Line by line, print the records exactly, and keep images out of the copy.

◆ ◆ ◆

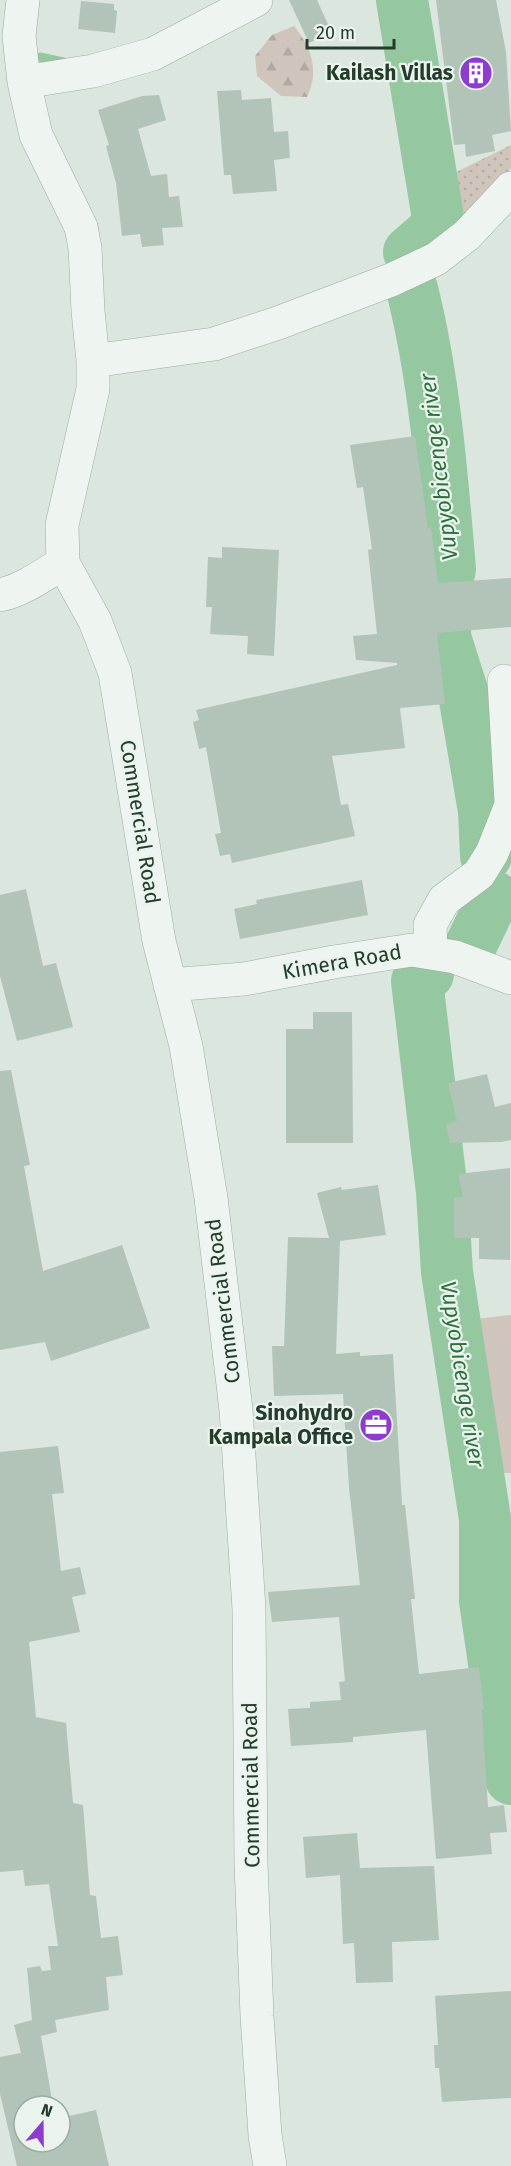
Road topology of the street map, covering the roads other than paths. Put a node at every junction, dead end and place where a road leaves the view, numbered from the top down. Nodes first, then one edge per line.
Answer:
1 (23, 0) edge
2 (256, 0) edge
3 (24, 82) junction
4 (511, 188) edge
5 (93, 361) junction
6 (63, 563) junction
7 (0, 595) edge
8 (504, 681) dead end
9 (511, 803) edge
10 (431, 953) junction
11 (511, 978) edge
12 (170, 985) junction
13 (270, 2166) edge

1 - 3 street, Commercial Road
2 - 3 street
3 - 5 street, Commercial Road
4 - 5 street
5 - 6 street, Commercial Road
6 - 7 street
6 - 12 street, Commercial Road
8 - 9 street
9 - 10 street
10 - 11 street, Kimera Road
10 - 12 street, Kimera Road
12 - 13 street, Commercial Road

◆ ◆ ◆

EXERCISE RESULT:
Road topology of the street map, covering the roads other than paths. Put a node at every junction, dead end and place where a road leaves the view, numbered from the top down. Nodes first, then one edge per line.
Answer:
1 (23, 0) edge
2 (256, 0) edge
3 (24, 82) junction
4 (511, 188) edge
5 (93, 361) junction
6 (63, 563) junction
7 (0, 595) edge
8 (504, 681) dead end
9 (511, 803) edge
10 (431, 953) junction
11 (511, 978) edge
12 (170, 985) junction
13 (270, 2166) edge

1 - 3 street, Commercial Road
2 - 3 street
3 - 5 street, Commercial Road
4 - 5 street
5 - 6 street, Commercial Road
6 - 7 street
6 - 12 street, Commercial Road
8 - 9 street
9 - 10 street
10 - 11 street, Kimera Road
10 - 12 street, Kimera Road
12 - 13 street, Commercial Road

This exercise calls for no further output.